En l’espèce, une société et sa filiale font l’objet d'une vérification de comptabilité à l'issue de laquelle des rappels de taxe sur la valeur ajoutée et des pénalités ont été mis en recouvrement. Par suite, le comptable des finances publiques chargé du recouvrement des créances fiscales irrécouvrables a assigné le requérant, président directeur général des deux sociétés redevables, devant le tribunal de grande instance de Niort aux fins de le voir déclaré solidairement responsable du paiement des rappels de taxe sur la valeur ajoutée et des pénalités dues par les sociétés. Le tribunal fait droit à la demande de l’administration et la cour d’appel de Poitiers confirme ce jugement.

Poursuivant l'exécution de cet arrêt, le comptable public a notifié au requérant une première mise en demeure de payer valant commandement de payer le 7 juillet 2009 et a procédé à plusieurs mesures de recouvrement forcé. Par décision du 25 octobre 2011, l'administration fiscale a constaté l'irrégularité d'une seconde mise en demeure, notifiée le 22 juin 2011, procédé à la mainlevée de deux procédures de saisies de parts sociales et confirmé la régularité de la première mise en demeure de payer et le montant de la créance fiscale restant à recouvrer. Le requérant se pourvoit en cassation contre l'arrêt de la cour administrative d'appel de Bordeaux qui a rejeté l'appel qu'il a formé contre le jugement du tribunal administratif de Poitiers rejetant sa demande de décharge de l'obligation de payer cette créance.

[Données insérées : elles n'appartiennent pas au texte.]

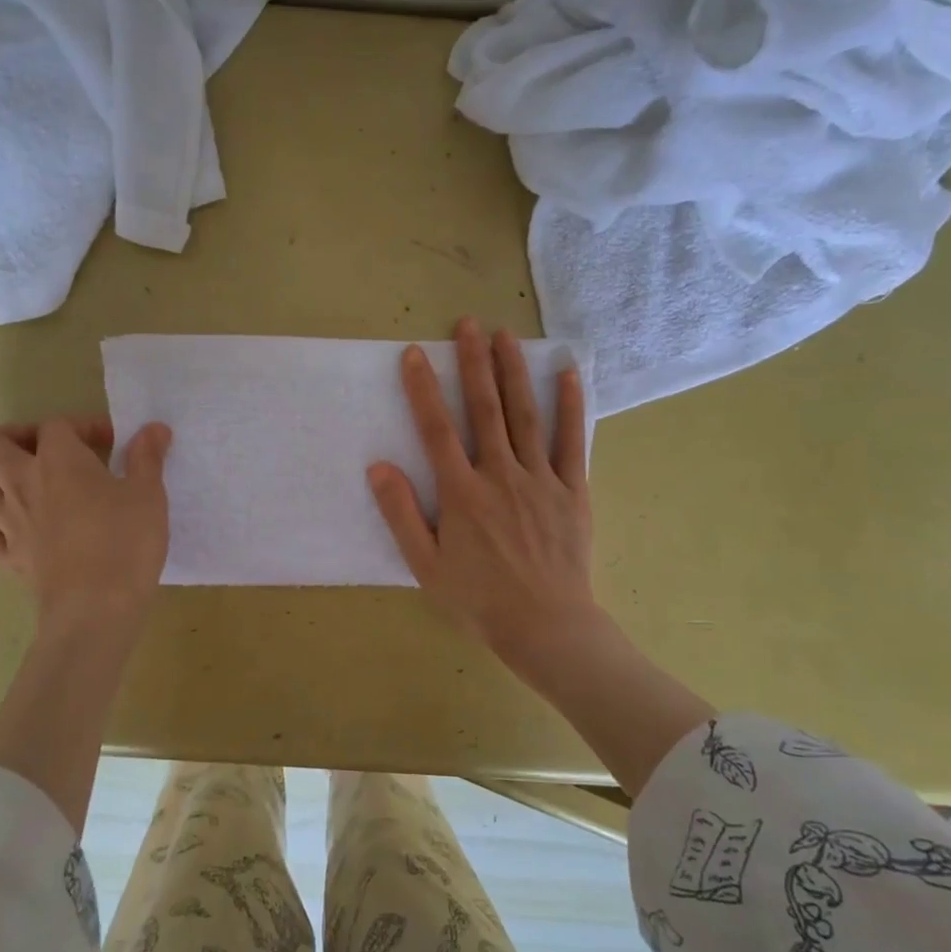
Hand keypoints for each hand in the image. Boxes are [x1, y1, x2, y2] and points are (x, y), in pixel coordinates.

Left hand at [0, 416, 172, 636]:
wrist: (97, 608)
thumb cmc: (127, 542)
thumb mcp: (149, 494)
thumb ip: (147, 457)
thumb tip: (154, 428)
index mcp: (59, 460)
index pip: (56, 425)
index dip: (83, 426)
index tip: (112, 443)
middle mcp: (22, 483)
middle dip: (13, 438)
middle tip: (47, 452)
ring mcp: (7, 522)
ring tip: (22, 485)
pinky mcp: (5, 558)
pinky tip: (14, 532)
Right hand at [369, 318, 603, 664]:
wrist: (546, 627)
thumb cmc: (479, 600)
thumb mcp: (425, 566)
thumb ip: (401, 514)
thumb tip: (378, 467)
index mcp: (462, 492)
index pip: (437, 429)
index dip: (422, 389)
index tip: (414, 354)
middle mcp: (500, 475)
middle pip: (484, 409)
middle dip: (474, 363)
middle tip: (468, 324)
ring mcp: (540, 479)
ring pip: (525, 415)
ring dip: (514, 372)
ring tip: (506, 335)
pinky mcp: (572, 490)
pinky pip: (571, 441)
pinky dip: (570, 406)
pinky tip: (567, 375)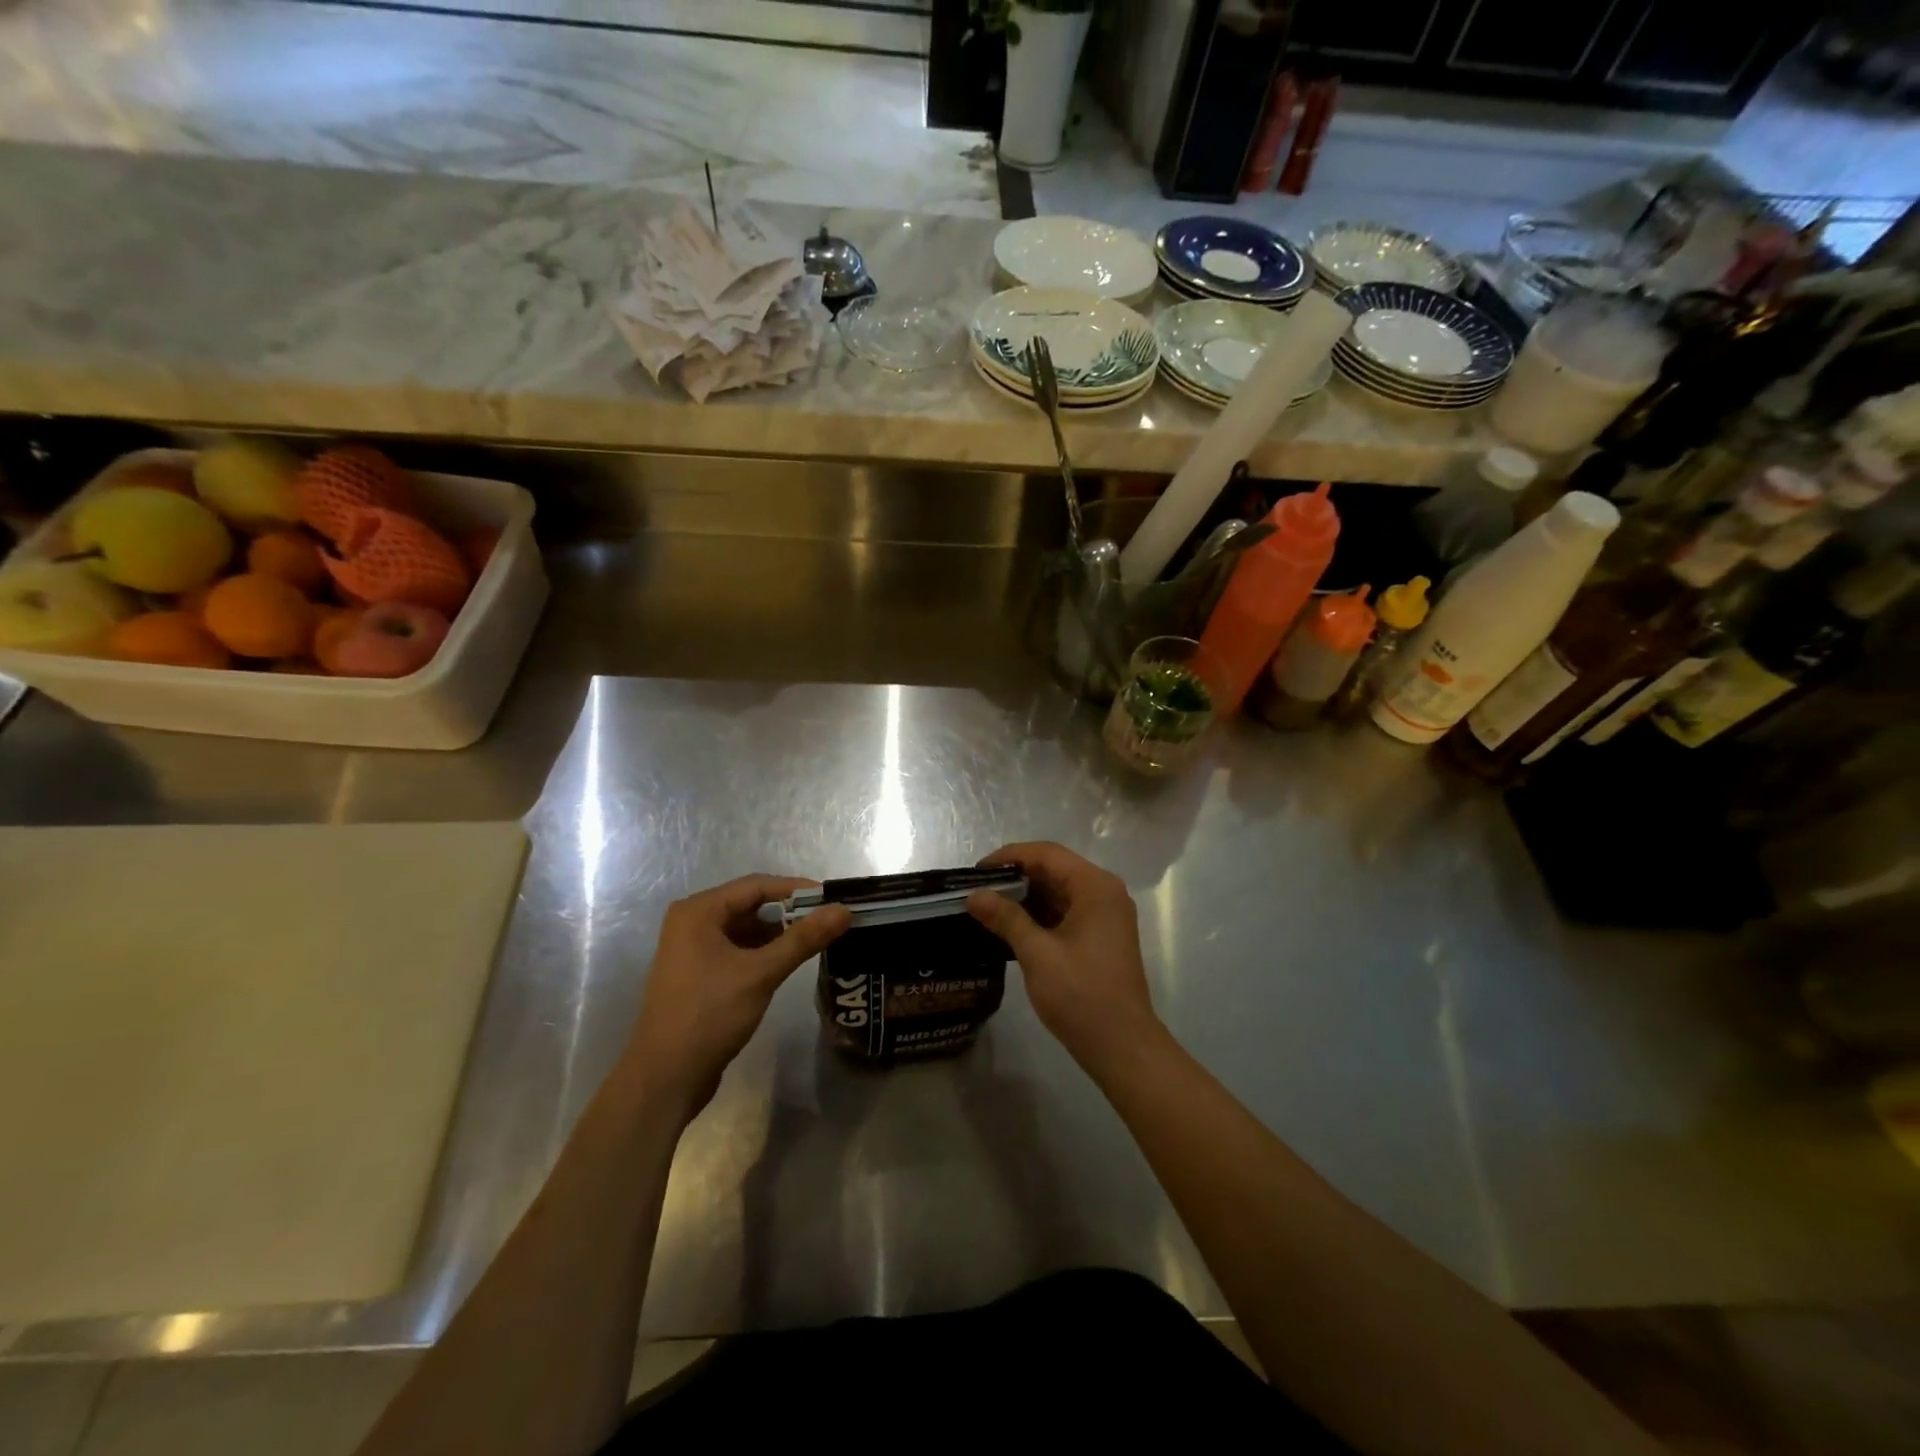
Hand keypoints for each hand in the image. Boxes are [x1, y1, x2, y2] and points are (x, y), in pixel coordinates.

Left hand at [623, 875, 849, 1115]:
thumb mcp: (760, 973)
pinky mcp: (700, 973)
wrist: (665, 1078)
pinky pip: (739, 950)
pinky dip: (764, 952)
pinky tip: (790, 962)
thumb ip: (803, 939)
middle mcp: (693, 922)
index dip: (797, 890)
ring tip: (818, 940)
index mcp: (699, 911)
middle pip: (752, 905)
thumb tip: (844, 910)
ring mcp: (694, 949)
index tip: (833, 899)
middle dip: (791, 912)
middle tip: (830, 920)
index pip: (757, 886)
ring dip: (779, 934)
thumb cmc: (709, 1015)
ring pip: (747, 929)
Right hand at [966, 842, 1163, 1076]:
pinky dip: (1040, 914)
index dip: (1009, 856)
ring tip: (988, 908)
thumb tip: (974, 895)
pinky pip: (1067, 912)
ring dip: (1026, 897)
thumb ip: (1006, 918)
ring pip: (1060, 891)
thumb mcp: (1037, 954)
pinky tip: (1011, 927)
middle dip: (1016, 877)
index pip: (1047, 854)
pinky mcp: (1102, 936)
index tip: (976, 872)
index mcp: (1095, 887)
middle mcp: (1104, 892)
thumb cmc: (1081, 995)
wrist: (1122, 1046)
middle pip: (1055, 869)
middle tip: (978, 891)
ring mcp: (1106, 915)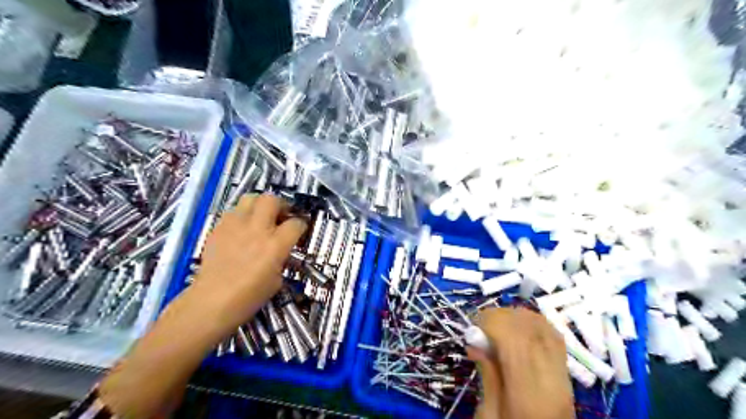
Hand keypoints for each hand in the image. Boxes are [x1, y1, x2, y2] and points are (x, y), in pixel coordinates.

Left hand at [194, 194, 308, 333]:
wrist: (212, 302)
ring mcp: (235, 226)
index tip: (299, 230)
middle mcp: (257, 229)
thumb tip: (281, 249)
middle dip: (281, 205)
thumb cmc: (248, 297)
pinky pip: (233, 211)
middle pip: (272, 200)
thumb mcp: (277, 279)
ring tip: (261, 217)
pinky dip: (242, 215)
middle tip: (281, 215)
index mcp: (276, 245)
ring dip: (260, 205)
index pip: (296, 223)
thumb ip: (281, 258)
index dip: (301, 225)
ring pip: (251, 198)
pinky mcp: (219, 228)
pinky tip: (242, 229)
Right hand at [467, 307, 572, 418]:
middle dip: (501, 316)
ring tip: (497, 325)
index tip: (472, 324)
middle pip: (529, 328)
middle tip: (480, 324)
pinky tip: (518, 328)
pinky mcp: (567, 371)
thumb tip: (475, 342)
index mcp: (529, 394)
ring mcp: (563, 373)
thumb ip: (486, 377)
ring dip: (516, 316)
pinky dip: (533, 323)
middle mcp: (551, 378)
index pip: (515, 339)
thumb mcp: (489, 415)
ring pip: (542, 326)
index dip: (492, 322)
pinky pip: (553, 334)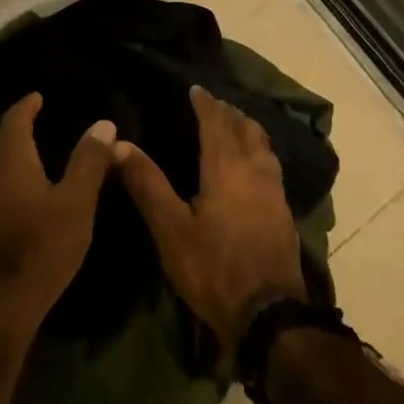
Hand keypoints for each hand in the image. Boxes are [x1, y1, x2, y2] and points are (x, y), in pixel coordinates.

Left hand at [0, 93, 116, 340]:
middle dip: (15, 126)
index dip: (26, 106)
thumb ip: (89, 161)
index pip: (14, 120)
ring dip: (8, 151)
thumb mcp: (76, 202)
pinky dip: (5, 174)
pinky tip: (19, 188)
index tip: (38, 96)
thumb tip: (103, 123)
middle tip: (34, 118)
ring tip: (30, 149)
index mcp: (10, 160)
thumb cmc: (42, 246)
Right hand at [117, 86, 305, 347]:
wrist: (269, 314)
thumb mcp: (170, 229)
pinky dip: (260, 153)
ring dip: (249, 131)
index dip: (206, 103)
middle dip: (230, 113)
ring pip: (264, 147)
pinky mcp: (285, 213)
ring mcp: (275, 192)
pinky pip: (272, 167)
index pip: (216, 123)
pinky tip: (253, 168)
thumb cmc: (212, 268)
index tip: (196, 89)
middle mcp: (255, 171)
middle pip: (246, 129)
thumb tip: (118, 144)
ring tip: (236, 128)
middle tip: (215, 105)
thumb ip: (147, 184)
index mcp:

Le Conseil d’État précise dans un premier temps que l’interruption du délai de prescription produit ses effets jusqu'à l'extinction de l'instance, ainsi que le précise désormais l'article 2242 du Code civil, sans qu'il ne résulte d'aucun texte ni d'aucun principe que le caractère continu de cet effet interruptif serait subordonné à l'absence de la faculté, pour le créancier, de prendre des mesures conservatoires. Dès lors la cour d’appel de Poitiers n’a pas commis d’erreur de droit. De plus, un nouveau délai de prescription de dix ans a, dès lors, commencé à courir le 9 juin 2009, date de l'arrêt de la cour d'appel de Poitiers. Ce délai n'était pas expiré le 7 juillet 2009, date de la mise en demeure contestée.